**REQUIRED WORK:** Search the data for the string "bridge" and extract every line where it appears.

**GIVEN RECORDS:**
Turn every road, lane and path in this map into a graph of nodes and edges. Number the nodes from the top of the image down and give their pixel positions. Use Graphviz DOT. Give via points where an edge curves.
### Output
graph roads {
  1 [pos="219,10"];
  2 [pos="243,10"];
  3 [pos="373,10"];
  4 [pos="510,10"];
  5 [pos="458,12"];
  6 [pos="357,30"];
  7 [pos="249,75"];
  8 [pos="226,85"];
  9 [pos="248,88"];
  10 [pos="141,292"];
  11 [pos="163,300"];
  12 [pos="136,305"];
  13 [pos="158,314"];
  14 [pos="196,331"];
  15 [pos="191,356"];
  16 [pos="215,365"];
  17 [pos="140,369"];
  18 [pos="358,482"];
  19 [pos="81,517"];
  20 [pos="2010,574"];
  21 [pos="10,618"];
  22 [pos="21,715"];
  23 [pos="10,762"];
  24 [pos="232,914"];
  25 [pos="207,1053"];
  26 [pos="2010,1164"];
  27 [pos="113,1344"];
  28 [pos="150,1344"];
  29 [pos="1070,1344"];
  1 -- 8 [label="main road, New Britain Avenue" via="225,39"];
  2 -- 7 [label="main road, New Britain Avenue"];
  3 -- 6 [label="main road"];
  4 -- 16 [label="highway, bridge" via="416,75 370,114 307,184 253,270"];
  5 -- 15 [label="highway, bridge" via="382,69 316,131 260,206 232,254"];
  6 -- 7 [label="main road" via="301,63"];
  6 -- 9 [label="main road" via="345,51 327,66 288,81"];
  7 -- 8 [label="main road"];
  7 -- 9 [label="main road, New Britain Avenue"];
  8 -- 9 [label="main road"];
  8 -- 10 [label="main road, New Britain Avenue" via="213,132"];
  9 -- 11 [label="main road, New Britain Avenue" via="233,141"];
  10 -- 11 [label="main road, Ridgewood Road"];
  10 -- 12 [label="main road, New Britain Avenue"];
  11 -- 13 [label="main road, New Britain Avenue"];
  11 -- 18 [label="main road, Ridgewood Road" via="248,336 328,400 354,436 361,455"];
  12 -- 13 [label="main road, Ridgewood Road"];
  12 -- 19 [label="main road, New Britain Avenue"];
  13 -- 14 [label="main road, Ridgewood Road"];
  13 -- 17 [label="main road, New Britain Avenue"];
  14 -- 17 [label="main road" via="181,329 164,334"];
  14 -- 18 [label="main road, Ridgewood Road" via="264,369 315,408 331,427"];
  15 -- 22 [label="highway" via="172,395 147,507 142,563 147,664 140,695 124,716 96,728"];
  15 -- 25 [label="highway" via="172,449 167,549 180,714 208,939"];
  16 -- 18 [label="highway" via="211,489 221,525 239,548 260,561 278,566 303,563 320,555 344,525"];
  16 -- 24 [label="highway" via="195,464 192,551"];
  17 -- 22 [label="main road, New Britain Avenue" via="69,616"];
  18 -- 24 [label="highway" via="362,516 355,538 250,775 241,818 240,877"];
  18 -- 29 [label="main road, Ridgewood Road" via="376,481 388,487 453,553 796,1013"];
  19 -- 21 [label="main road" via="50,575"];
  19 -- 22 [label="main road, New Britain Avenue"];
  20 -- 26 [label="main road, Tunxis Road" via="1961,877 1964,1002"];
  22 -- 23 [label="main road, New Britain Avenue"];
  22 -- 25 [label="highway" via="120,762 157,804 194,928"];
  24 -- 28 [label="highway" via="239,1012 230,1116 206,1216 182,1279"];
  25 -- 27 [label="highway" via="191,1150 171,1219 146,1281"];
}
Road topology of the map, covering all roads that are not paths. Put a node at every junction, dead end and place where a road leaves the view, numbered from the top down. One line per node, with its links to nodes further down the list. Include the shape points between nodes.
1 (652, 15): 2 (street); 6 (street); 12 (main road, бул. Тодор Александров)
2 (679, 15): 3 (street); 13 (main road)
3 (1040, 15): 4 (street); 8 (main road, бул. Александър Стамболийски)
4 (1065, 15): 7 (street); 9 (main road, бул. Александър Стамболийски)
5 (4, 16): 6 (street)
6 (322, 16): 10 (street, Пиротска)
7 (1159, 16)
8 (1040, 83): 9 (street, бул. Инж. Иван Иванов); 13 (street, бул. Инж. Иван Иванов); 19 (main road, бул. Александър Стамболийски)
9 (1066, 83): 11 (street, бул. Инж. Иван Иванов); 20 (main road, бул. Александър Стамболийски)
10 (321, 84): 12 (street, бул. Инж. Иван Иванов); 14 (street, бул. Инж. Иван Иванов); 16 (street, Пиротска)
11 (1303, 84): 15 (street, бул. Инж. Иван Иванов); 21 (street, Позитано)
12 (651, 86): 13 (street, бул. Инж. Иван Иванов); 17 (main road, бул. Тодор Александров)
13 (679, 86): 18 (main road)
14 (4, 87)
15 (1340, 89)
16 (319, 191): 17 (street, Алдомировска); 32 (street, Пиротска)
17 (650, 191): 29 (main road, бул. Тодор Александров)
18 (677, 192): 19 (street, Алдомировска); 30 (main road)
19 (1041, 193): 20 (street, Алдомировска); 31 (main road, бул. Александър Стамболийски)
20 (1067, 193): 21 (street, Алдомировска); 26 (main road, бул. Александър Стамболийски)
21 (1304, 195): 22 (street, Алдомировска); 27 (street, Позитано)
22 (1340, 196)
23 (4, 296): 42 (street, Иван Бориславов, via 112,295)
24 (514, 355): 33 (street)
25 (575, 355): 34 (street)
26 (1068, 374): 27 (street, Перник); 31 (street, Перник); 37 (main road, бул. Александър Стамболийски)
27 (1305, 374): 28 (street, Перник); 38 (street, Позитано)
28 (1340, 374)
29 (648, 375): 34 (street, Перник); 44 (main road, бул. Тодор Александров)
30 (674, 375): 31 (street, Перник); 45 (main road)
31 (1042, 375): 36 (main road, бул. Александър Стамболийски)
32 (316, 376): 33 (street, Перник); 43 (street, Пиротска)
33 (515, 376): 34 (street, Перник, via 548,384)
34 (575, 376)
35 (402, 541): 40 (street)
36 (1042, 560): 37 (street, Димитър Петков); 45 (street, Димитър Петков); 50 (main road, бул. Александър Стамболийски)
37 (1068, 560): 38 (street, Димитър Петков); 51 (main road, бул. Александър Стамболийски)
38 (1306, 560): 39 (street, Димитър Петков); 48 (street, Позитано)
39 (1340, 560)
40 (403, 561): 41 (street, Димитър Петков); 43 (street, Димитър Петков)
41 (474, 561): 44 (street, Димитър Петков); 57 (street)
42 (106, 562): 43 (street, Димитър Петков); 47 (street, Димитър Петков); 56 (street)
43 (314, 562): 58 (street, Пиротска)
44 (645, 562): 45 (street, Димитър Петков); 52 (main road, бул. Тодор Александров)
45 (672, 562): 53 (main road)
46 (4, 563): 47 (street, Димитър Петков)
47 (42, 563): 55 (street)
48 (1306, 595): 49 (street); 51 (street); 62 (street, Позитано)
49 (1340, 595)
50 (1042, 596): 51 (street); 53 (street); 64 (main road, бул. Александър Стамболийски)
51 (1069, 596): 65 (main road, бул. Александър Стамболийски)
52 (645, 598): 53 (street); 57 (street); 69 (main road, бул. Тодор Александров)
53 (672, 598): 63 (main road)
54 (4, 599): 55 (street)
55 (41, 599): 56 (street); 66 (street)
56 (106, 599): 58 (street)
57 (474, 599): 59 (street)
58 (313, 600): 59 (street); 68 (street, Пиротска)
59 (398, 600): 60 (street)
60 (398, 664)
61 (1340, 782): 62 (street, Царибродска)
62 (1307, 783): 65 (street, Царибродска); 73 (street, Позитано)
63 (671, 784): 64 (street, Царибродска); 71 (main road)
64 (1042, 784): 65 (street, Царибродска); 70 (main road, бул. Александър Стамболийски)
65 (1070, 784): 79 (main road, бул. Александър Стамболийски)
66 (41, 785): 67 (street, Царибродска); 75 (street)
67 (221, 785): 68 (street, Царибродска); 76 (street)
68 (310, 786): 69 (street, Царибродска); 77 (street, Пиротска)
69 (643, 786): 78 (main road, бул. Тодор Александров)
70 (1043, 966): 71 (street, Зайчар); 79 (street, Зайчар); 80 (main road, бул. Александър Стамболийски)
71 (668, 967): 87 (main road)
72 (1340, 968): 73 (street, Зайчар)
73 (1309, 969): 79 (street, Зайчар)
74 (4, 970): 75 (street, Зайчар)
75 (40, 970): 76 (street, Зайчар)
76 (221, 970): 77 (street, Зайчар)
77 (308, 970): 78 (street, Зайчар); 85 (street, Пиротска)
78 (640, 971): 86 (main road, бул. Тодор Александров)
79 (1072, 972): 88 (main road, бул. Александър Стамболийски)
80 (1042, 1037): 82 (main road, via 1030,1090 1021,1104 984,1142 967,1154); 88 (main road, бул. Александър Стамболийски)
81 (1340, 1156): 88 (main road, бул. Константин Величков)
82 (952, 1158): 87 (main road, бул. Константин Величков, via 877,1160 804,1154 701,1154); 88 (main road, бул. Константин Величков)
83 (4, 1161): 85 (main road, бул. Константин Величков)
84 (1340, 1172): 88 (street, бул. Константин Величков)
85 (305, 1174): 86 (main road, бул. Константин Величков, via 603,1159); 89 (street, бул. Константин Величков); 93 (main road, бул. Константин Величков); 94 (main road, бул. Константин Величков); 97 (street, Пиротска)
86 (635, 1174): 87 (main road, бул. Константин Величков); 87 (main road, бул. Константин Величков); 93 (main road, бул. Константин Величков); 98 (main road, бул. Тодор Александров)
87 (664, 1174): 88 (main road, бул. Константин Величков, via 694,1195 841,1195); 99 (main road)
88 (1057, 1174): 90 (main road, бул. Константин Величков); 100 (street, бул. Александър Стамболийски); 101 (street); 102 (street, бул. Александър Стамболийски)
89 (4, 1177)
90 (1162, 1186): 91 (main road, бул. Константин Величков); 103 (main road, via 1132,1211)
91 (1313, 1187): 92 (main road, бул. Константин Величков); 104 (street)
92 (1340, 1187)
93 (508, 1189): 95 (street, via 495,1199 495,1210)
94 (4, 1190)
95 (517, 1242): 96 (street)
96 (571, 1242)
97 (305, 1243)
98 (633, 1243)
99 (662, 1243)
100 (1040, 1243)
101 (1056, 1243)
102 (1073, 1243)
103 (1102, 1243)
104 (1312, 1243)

**SOLUTION FOR THIS PROBLEM:**
  4 -- 16 [label="highway, bridge" via="416,75 370,114 307,184 253,270"];
  5 -- 15 [label="highway, bridge" via="382,69 316,131 260,206 232,254"];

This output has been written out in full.